After a decade making movies, Kevin Smith has finally made one that doesn’t look like garbage. This time around, it simply is garbage.
Smith’s fanboys are probably reaching for the launch button on their nuclear e-mails right about now, but it needed to be said. Ever since his 1994 debut, Clerks, Smith has built an audience with his snarky, pop-culture-reference-dropping writing and a penchant for the outrageous—Chasing Amy’s relationship twists, Mallrats’ “stink-palm,” Dogma’s sacri-larious “Buddy Christ.” It mattered little to that audience, apparently, that Smith didn’t seem to have a clue what to do with a camera besides sit it in one place and take ugly pictures of characters gabbing. He was a writer with delusions of being a director.

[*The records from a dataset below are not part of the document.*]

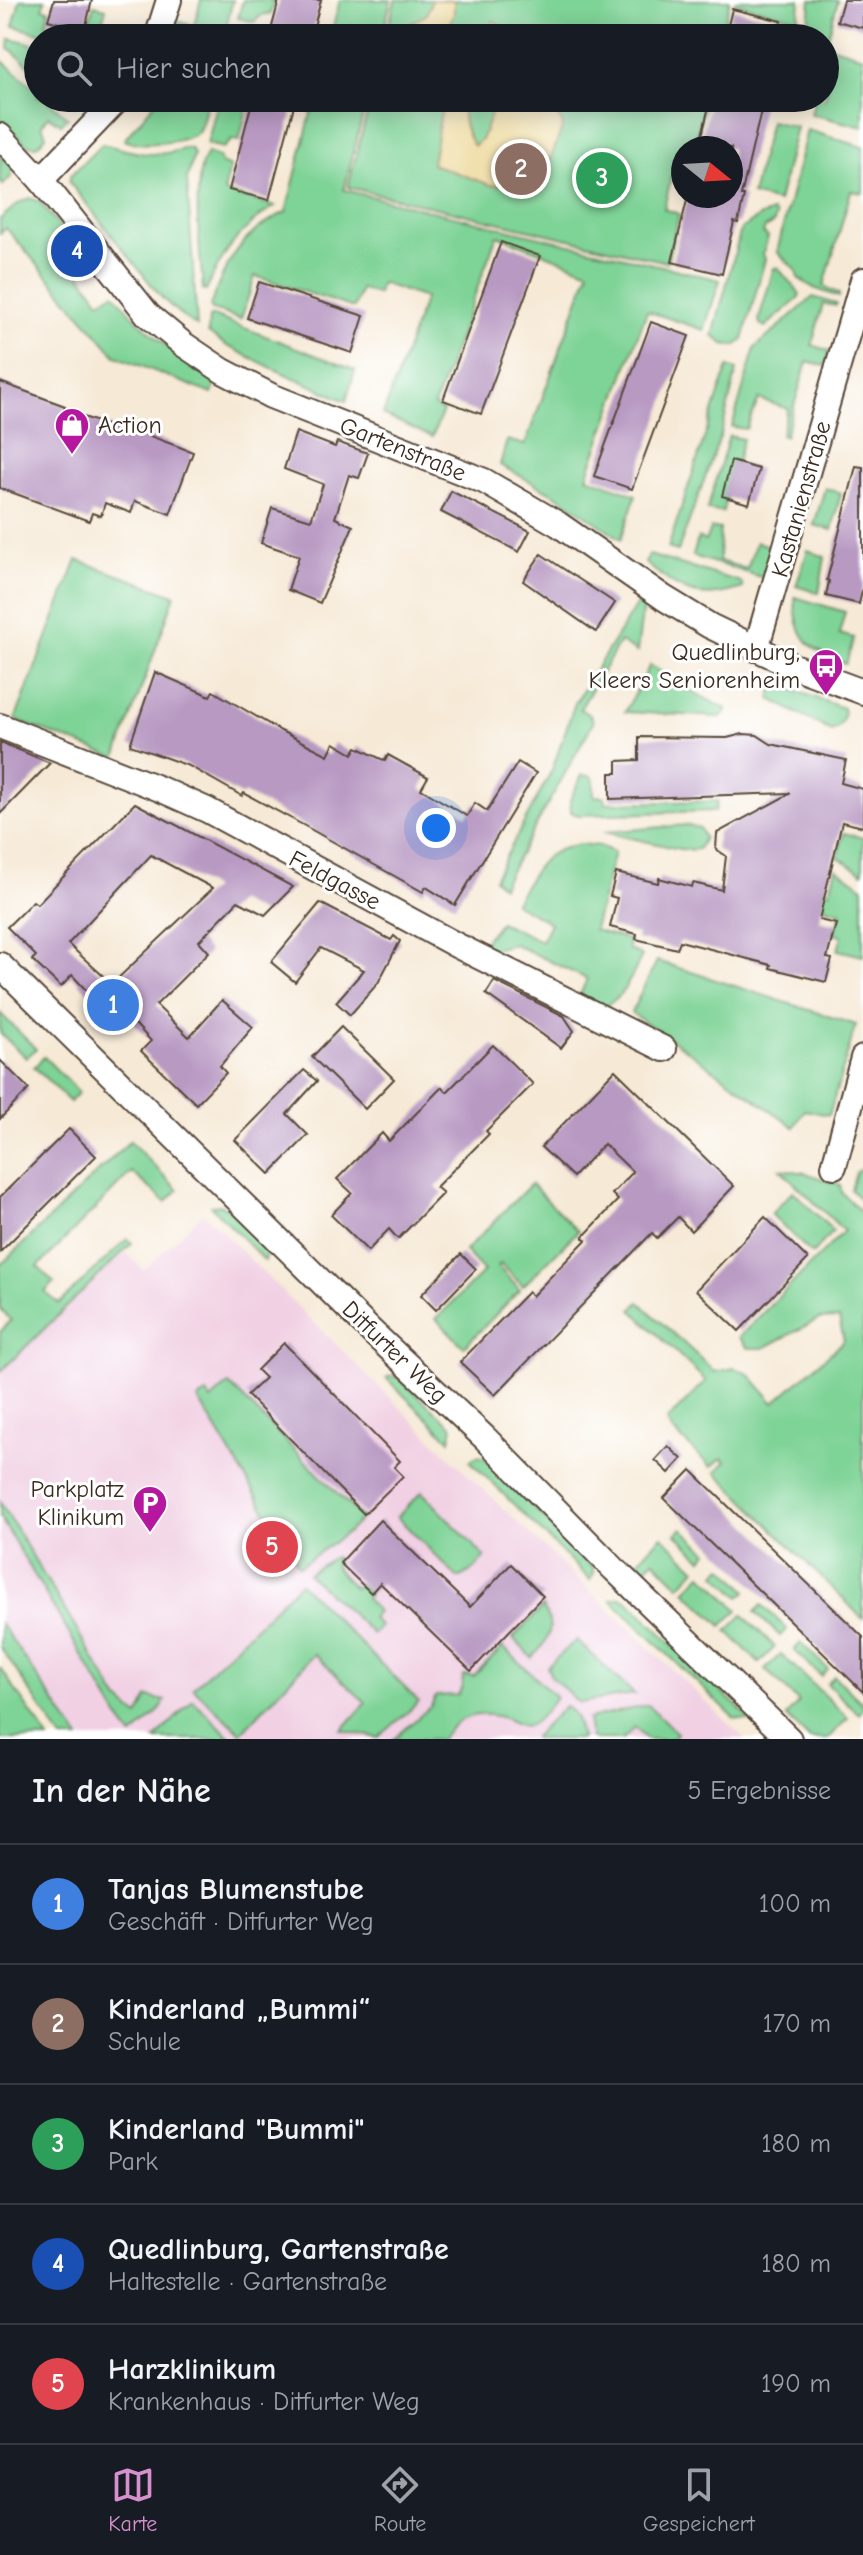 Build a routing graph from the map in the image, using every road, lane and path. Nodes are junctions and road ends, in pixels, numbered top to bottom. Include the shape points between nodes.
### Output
1 (169, 0) edge
2 (161, 24) edge
3 (106, 112) edge
4 (0, 136) edge
5 (41, 180) junction
6 (861, 295) edge
7 (756, 649) junction
8 (863, 692) edge
9 (0, 726) edge
10 (0, 965) edge
11 (664, 1049) dead end
12 (863, 1058) edge
13 (834, 1166) dead end
14 (789, 1739) edge

1 - 2 street
3 - 5 street
4 - 5 street, Gartenstraße
5 - 7 street, Gartenstraße via 138,304 204,358 271,396 501,490 686,613
6 - 7 street, Kastanienstraße
7 - 8 street, Gartenstraße
9 - 11 street, Feldgasse via 207,810 456,945
10 - 14 street, Ditfurter Weg
12 - 13 street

But one thing he never was, was boring. So it’s almost tragic that with Jersey Girl, Kevin Smith grows up as a film director just in time to completely abandon everything that made his writing interesting.
You may already have heard of Jersey Girl as that other, post-Gigli Ben-and-J.Lo movie, but if there’s a reason to avoid the film, that ain’t it. Ben Affleck does star here as Ollie Trinke, a hotshot young New York publicist; Jennifer Lopez does appear as his beloved wife Gertrude. But Gertrude makes a quick exit when she dies during childbirth, leaving the shellshocked Ollie a single dad with no clue and—after impulsively trashing a client in public—no career.
Seven years later, Ollie is living in New Jersey with his father (George Carlin) and young Gertie (Raquel Castro), working as a civil servant but keen to jump-start his life. Will he find love with a sweet video-store clerk (Liv Tyler)? Will he put his career ahead of his family? Will it all turn into the kind of trite tripe that the guys in Clerks would have mocked mercilessly?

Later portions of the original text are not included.